The NGO Venezuelan Prison Observatory (OVP) stated this Sunday that the government of Nicolás Maduro will have to respond to Justice for the 25 deaths recorded since 2015 in state custody. This after the death this Saturday of political prisoner and former opposition governor Alfredo Díaz.
“In 26 years the regime has turned prisons into torture centers, where its policy is to subject those deprived of liberty to cruel, degrading and inhuman treatment. Prolonged isolation, without access to private defense and zero medical care,” the organization said in its X account.
Therefore, he stressed that The Maduro government would be “responsible for these deaths”. And he defended that the people who died “were arbitrarily detained.”
“From the OVP we ask ourselves: In which government did so many political prisoners die in state custody?” the NGO stated.

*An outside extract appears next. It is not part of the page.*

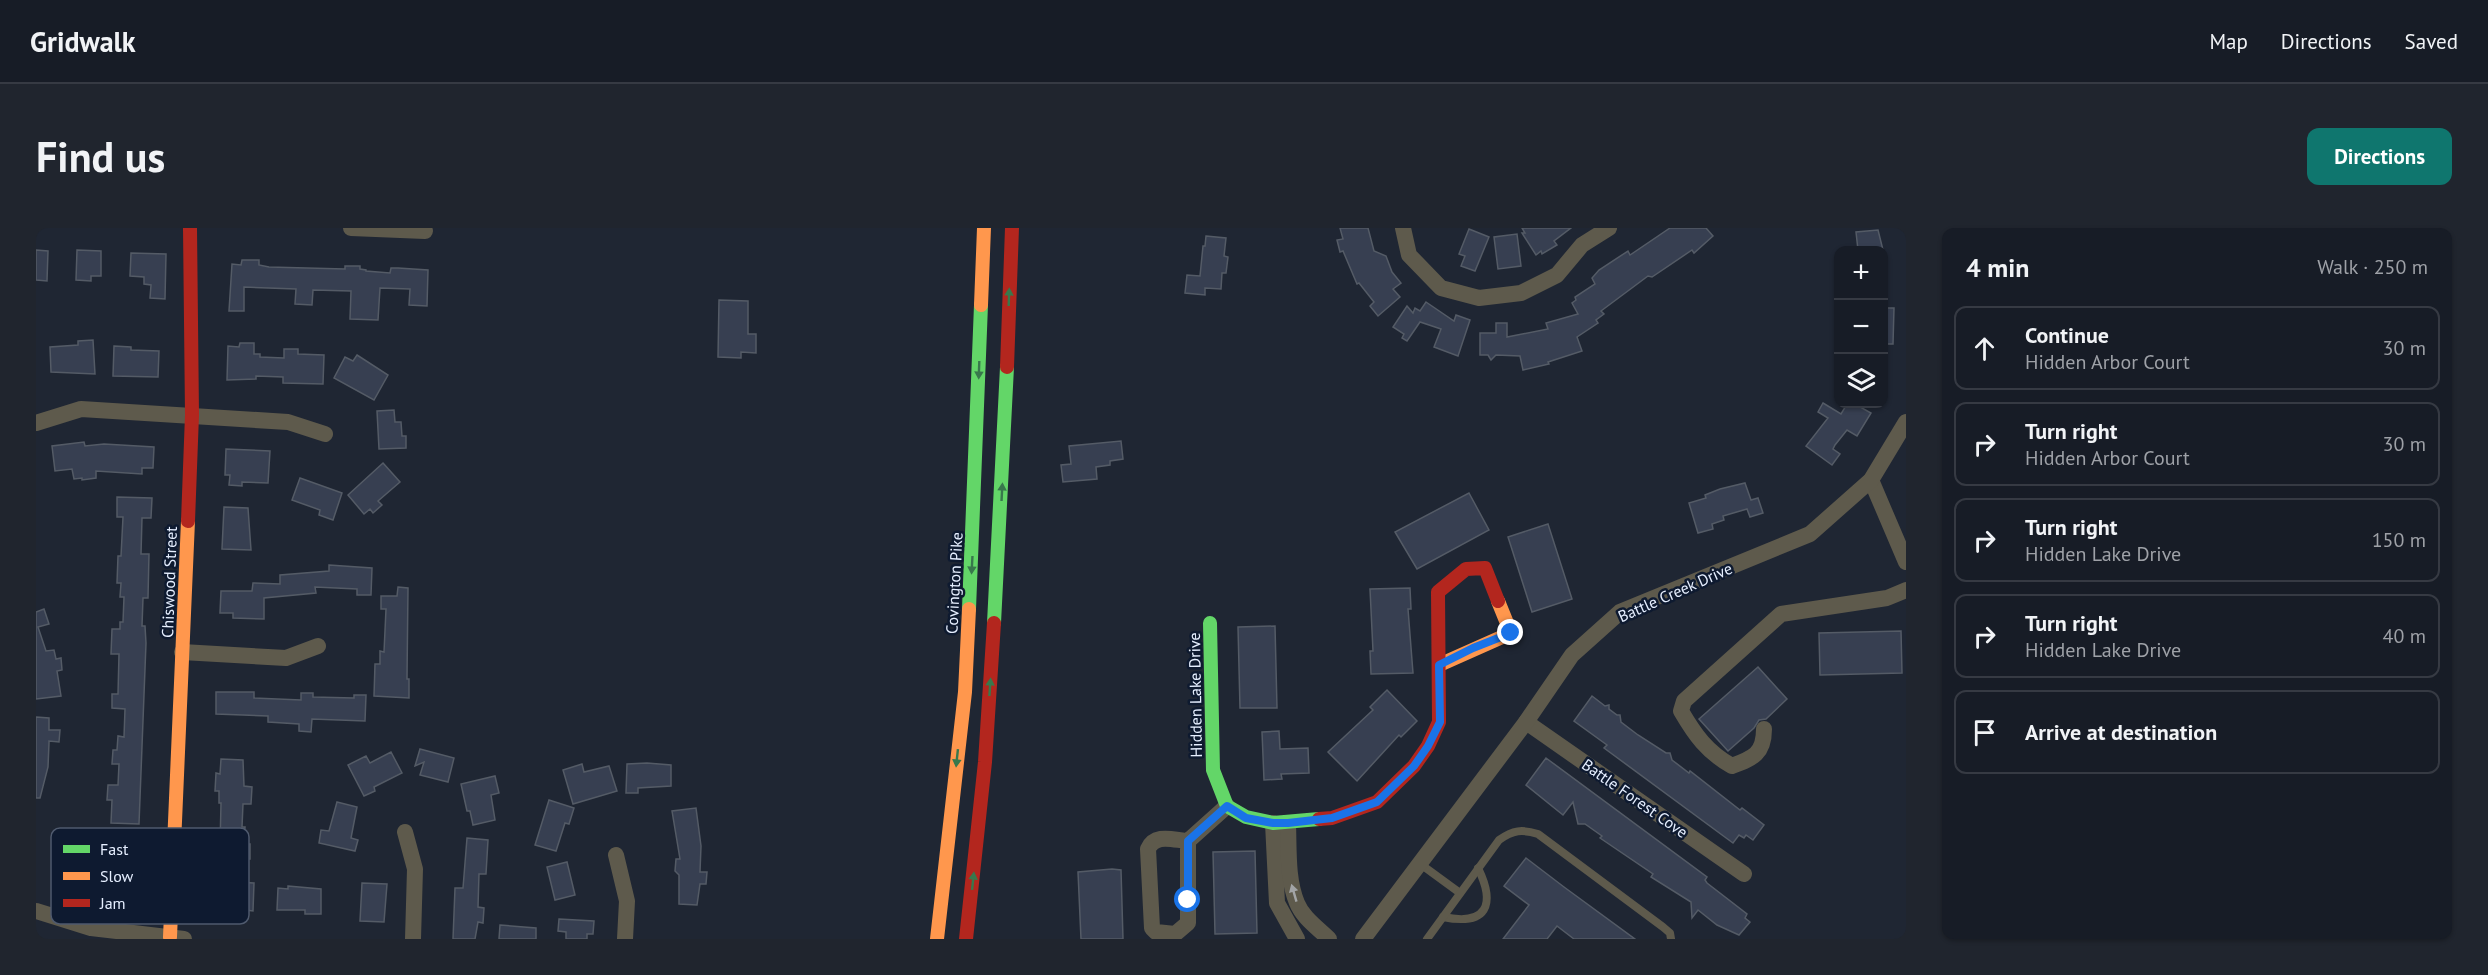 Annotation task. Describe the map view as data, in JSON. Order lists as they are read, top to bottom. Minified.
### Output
{"streets":{"street":["Chiswood Street","Covington Pike","Battle Creek Drive","Hidden Lake Drive","Battle Forest Cove"]},"crossings":[["Battle Creek Drive","Battle Forest Cove"]],"legend":["Fast","Slow","Jam"],"page":{"header":"Gridwalk","nav":["Map","Directions","Saved"],"buttons":"Directions","title":"Find us","heading":["4 min","Walk · 250 m"],"map_buttons":["+","−"],"list":[["Continue","Hidden Arbor Court","30 m"],["Turn right","Hidden Arbor Court","30 m"],["Turn right","Hidden Lake Drive","150 m"],["Turn right","Hidden Lake Drive","40 m"],"Arrive at destination"]}}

OVP and other organizations hold the Maduro government responsible for deaths in custody
The United States government denounced this Sunday the “vile nature of Maduro’s criminal regime” in Venezuela. This after the death of Díaz and also deplored the conditions of his detention.
“The death of Venezuelan political prisoner Alfredo Díaz, arbitrarily detained at Maduro’s El Helicoide torture center, is yet another reminder of the vile nature of Maduro’s criminal regime”. This is what the Office of Western Hemisphere Affairs said in X.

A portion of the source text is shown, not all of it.